§ **Given records**:
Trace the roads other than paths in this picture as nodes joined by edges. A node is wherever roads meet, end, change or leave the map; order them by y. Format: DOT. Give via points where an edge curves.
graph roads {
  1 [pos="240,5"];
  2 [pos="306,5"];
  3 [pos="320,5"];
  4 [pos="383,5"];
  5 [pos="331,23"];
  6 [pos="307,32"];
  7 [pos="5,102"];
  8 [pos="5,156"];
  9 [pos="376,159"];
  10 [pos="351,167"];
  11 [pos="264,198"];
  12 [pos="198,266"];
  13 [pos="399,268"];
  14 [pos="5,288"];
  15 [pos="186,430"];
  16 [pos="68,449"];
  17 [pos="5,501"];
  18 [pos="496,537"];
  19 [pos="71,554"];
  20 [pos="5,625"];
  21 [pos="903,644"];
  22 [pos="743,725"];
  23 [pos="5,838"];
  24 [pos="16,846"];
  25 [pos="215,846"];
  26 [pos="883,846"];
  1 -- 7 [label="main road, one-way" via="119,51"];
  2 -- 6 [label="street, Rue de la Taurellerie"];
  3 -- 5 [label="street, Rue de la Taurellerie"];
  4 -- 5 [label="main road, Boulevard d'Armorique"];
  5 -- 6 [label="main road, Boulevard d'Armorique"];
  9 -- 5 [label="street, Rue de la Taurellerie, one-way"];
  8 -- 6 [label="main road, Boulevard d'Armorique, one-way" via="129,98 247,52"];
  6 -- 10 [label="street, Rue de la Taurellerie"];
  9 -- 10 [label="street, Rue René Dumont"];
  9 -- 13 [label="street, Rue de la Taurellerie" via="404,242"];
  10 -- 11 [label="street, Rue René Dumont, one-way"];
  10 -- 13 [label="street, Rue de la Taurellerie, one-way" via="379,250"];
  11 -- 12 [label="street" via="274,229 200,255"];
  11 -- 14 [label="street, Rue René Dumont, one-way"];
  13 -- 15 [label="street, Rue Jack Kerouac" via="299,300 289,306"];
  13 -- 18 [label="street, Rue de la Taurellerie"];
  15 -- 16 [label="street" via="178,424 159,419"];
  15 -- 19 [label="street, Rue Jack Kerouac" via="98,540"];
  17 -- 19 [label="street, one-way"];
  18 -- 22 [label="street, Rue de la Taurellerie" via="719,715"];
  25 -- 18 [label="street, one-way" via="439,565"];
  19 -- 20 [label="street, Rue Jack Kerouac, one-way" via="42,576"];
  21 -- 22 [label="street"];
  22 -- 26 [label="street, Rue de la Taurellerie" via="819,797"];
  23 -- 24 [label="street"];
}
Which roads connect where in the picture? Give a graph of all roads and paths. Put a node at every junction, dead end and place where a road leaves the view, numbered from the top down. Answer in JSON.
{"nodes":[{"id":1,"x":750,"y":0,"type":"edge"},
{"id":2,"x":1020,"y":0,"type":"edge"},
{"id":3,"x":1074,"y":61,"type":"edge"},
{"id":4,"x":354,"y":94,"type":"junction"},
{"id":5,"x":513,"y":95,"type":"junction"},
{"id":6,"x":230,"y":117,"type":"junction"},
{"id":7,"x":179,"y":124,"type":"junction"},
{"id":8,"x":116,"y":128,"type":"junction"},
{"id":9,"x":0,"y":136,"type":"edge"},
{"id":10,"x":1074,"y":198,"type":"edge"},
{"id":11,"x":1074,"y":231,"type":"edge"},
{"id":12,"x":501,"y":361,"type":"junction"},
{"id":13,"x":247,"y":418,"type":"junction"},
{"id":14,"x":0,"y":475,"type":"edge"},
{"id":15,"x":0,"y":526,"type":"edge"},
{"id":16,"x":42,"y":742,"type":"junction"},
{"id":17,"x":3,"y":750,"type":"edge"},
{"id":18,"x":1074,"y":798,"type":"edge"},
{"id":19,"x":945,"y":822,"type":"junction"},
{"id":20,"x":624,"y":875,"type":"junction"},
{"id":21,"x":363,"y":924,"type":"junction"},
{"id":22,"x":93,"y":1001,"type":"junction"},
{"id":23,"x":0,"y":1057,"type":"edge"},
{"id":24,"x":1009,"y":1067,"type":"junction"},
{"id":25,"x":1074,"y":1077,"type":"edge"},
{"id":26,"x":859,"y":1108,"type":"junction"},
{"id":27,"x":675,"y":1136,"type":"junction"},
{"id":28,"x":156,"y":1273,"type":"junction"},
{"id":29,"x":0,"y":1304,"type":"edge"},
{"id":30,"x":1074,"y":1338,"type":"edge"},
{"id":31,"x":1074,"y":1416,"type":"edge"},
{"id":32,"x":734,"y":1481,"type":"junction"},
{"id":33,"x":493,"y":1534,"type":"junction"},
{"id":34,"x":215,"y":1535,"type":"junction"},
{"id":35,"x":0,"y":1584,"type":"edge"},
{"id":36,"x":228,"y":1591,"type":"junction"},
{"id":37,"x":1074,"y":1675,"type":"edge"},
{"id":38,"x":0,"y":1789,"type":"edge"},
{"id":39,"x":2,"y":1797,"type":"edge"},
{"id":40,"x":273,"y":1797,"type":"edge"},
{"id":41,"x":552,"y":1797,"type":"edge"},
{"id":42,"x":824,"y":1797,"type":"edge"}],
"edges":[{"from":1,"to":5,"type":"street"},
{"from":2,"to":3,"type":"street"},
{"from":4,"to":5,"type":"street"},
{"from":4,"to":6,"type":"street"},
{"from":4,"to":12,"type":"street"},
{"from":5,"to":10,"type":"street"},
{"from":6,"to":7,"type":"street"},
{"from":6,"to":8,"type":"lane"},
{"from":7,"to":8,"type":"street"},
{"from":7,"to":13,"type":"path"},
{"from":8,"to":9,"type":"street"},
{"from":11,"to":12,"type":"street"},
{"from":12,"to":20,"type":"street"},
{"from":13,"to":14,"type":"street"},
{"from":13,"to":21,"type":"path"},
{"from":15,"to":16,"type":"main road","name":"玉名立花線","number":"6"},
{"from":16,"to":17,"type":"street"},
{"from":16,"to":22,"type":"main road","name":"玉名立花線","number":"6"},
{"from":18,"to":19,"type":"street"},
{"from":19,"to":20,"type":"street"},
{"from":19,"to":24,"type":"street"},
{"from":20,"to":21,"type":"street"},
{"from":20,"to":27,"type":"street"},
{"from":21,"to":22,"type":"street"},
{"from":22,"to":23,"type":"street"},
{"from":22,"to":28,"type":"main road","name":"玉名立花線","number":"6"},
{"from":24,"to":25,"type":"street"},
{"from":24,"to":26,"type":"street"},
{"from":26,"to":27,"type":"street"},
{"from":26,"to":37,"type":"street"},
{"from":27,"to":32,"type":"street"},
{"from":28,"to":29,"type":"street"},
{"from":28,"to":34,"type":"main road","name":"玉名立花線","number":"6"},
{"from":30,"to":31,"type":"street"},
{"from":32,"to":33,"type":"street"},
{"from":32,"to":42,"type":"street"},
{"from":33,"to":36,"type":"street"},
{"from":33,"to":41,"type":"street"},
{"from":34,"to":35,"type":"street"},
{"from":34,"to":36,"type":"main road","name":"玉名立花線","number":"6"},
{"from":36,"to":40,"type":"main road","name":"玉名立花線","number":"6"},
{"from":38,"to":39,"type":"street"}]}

§ **Exercise objective**: When you write the entries out again, keep every word and mark exactly as it is.

§ **Task output**:
Trace the roads other than paths in this picture as nodes joined by edges. A node is wherever roads meet, end, change or leave the map; order them by y. Format: DOT. Give via points where an edge curves.
graph roads {
  1 [pos="240,5"];
  2 [pos="306,5"];
  3 [pos="320,5"];
  4 [pos="383,5"];
  5 [pos="331,23"];
  6 [pos="307,32"];
  7 [pos="5,102"];
  8 [pos="5,156"];
  9 [pos="376,159"];
  10 [pos="351,167"];
  11 [pos="264,198"];
  12 [pos="198,266"];
  13 [pos="399,268"];
  14 [pos="5,288"];
  15 [pos="186,430"];
  16 [pos="68,449"];
  17 [pos="5,501"];
  18 [pos="496,537"];
  19 [pos="71,554"];
  20 [pos="5,625"];
  21 [pos="903,644"];
  22 [pos="743,725"];
  23 [pos="5,838"];
  24 [pos="16,846"];
  25 [pos="215,846"];
  26 [pos="883,846"];
  1 -- 7 [label="main road, one-way" via="119,51"];
  2 -- 6 [label="street, Rue de la Taurellerie"];
  3 -- 5 [label="street, Rue de la Taurellerie"];
  4 -- 5 [label="main road, Boulevard d'Armorique"];
  5 -- 6 [label="main road, Boulevard d'Armorique"];
  9 -- 5 [label="street, Rue de la Taurellerie, one-way"];
  8 -- 6 [label="main road, Boulevard d'Armorique, one-way" via="129,98 247,52"];
  6 -- 10 [label="street, Rue de la Taurellerie"];
  9 -- 10 [label="street, Rue René Dumont"];
  9 -- 13 [label="street, Rue de la Taurellerie" via="404,242"];
  10 -- 11 [label="street, Rue René Dumont, one-way"];
  10 -- 13 [label="street, Rue de la Taurellerie, one-way" via="379,250"];
  11 -- 12 [label="street" via="274,229 200,255"];
  11 -- 14 [label="street, Rue René Dumont, one-way"];
  13 -- 15 [label="street, Rue Jack Kerouac" via="299,300 289,306"];
  13 -- 18 [label="street, Rue de la Taurellerie"];
  15 -- 16 [label="street" via="178,424 159,419"];
  15 -- 19 [label="street, Rue Jack Kerouac" via="98,540"];
  17 -- 19 [label="street, one-way"];
  18 -- 22 [label="street, Rue de la Taurellerie" via="719,715"];
  25 -- 18 [label="street, one-way" via="439,565"];
  19 -- 20 [label="street, Rue Jack Kerouac, one-way" via="42,576"];
  21 -- 22 [label="street"];
  22 -- 26 [label="street, Rue de la Taurellerie" via="819,797"];
  23 -- 24 [label="street"];
}
Which roads connect where in the picture? Give a graph of all roads and paths. Put a node at every junction, dead end and place where a road leaves the view, numbered from the top down. Answer in JSON.
{"nodes":[{"id":1,"x":750,"y":0,"type":"edge"},
{"id":2,"x":1020,"y":0,"type":"edge"},
{"id":3,"x":1074,"y":61,"type":"edge"},
{"id":4,"x":354,"y":94,"type":"junction"},
{"id":5,"x":513,"y":95,"type":"junction"},
{"id":6,"x":230,"y":117,"type":"junction"},
{"id":7,"x":179,"y":124,"type":"junction"},
{"id":8,"x":116,"y":128,"type":"junction"},
{"id":9,"x":0,"y":136,"type":"edge"},
{"id":10,"x":1074,"y":198,"type":"edge"},
{"id":11,"x":1074,"y":231,"type":"edge"},
{"id":12,"x":501,"y":361,"type":"junction"},
{"id":13,"x":247,"y":418,"type":"junction"},
{"id":14,"x":0,"y":475,"type":"edge"},
{"id":15,"x":0,"y":526,"type":"edge"},
{"id":16,"x":42,"y":742,"type":"junction"},
{"id":17,"x":3,"y":750,"type":"edge"},
{"id":18,"x":1074,"y":798,"type":"edge"},
{"id":19,"x":945,"y":822,"type":"junction"},
{"id":20,"x":624,"y":875,"type":"junction"},
{"id":21,"x":363,"y":924,"type":"junction"},
{"id":22,"x":93,"y":1001,"type":"junction"},
{"id":23,"x":0,"y":1057,"type":"edge"},
{"id":24,"x":1009,"y":1067,"type":"junction"},
{"id":25,"x":1074,"y":1077,"type":"edge"},
{"id":26,"x":859,"y":1108,"type":"junction"},
{"id":27,"x":675,"y":1136,"type":"junction"},
{"id":28,"x":156,"y":1273,"type":"junction"},
{"id":29,"x":0,"y":1304,"type":"edge"},
{"id":30,"x":1074,"y":1338,"type":"edge"},
{"id":31,"x":1074,"y":1416,"type":"edge"},
{"id":32,"x":734,"y":1481,"type":"junction"},
{"id":33,"x":493,"y":1534,"type":"junction"},
{"id":34,"x":215,"y":1535,"type":"junction"},
{"id":35,"x":0,"y":1584,"type":"edge"},
{"id":36,"x":228,"y":1591,"type":"junction"},
{"id":37,"x":1074,"y":1675,"type":"edge"},
{"id":38,"x":0,"y":1789,"type":"edge"},
{"id":39,"x":2,"y":1797,"type":"edge"},
{"id":40,"x":273,"y":1797,"type":"edge"},
{"id":41,"x":552,"y":1797,"type":"edge"},
{"id":42,"x":824,"y":1797,"type":"edge"}],
"edges":[{"from":1,"to":5,"type":"street"},
{"from":2,"to":3,"type":"street"},
{"from":4,"to":5,"type":"street"},
{"from":4,"to":6,"type":"street"},
{"from":4,"to":12,"type":"street"},
{"from":5,"to":10,"type":"street"},
{"from":6,"to":7,"type":"street"},
{"from":6,"to":8,"type":"lane"},
{"from":7,"to":8,"type":"street"},
{"from":7,"to":13,"type":"path"},
{"from":8,"to":9,"type":"street"},
{"from":11,"to":12,"type":"street"},
{"from":12,"to":20,"type":"street"},
{"from":13,"to":14,"type":"street"},
{"from":13,"to":21,"type":"path"},
{"from":15,"to":16,"type":"main road","name":"玉名立花線","number":"6"},
{"from":16,"to":17,"type":"street"},
{"from":16,"to":22,"type":"main road","name":"玉名立花線","number":"6"},
{"from":18,"to":19,"type":"street"},
{"from":19,"to":20,"type":"street"},
{"from":19,"to":24,"type":"street"},
{"from":20,"to":21,"type":"street"},
{"from":20,"to":27,"type":"street"},
{"from":21,"to":22,"type":"street"},
{"from":22,"to":23,"type":"street"},
{"from":22,"to":28,"type":"main road","name":"玉名立花線","number":"6"},
{"from":24,"to":25,"type":"street"},
{"from":24,"to":26,"type":"street"},
{"from":26,"to":27,"type":"street"},
{"from":26,"to":37,"type":"street"},
{"from":27,"to":32,"type":"street"},
{"from":28,"to":29,"type":"street"},
{"from":28,"to":34,"type":"main road","name":"玉名立花線","number":"6"},
{"from":30,"to":31,"type":"street"},
{"from":32,"to":33,"type":"street"},
{"from":32,"to":42,"type":"street"},
{"from":33,"to":36,"type":"street"},
{"from":33,"to":41,"type":"street"},
{"from":34,"to":35,"type":"street"},
{"from":34,"to":36,"type":"main road","name":"玉名立花線","number":"6"},
{"from":36,"to":40,"type":"main road","name":"玉名立花線","number":"6"},
{"from":38,"to":39,"type":"street"}]}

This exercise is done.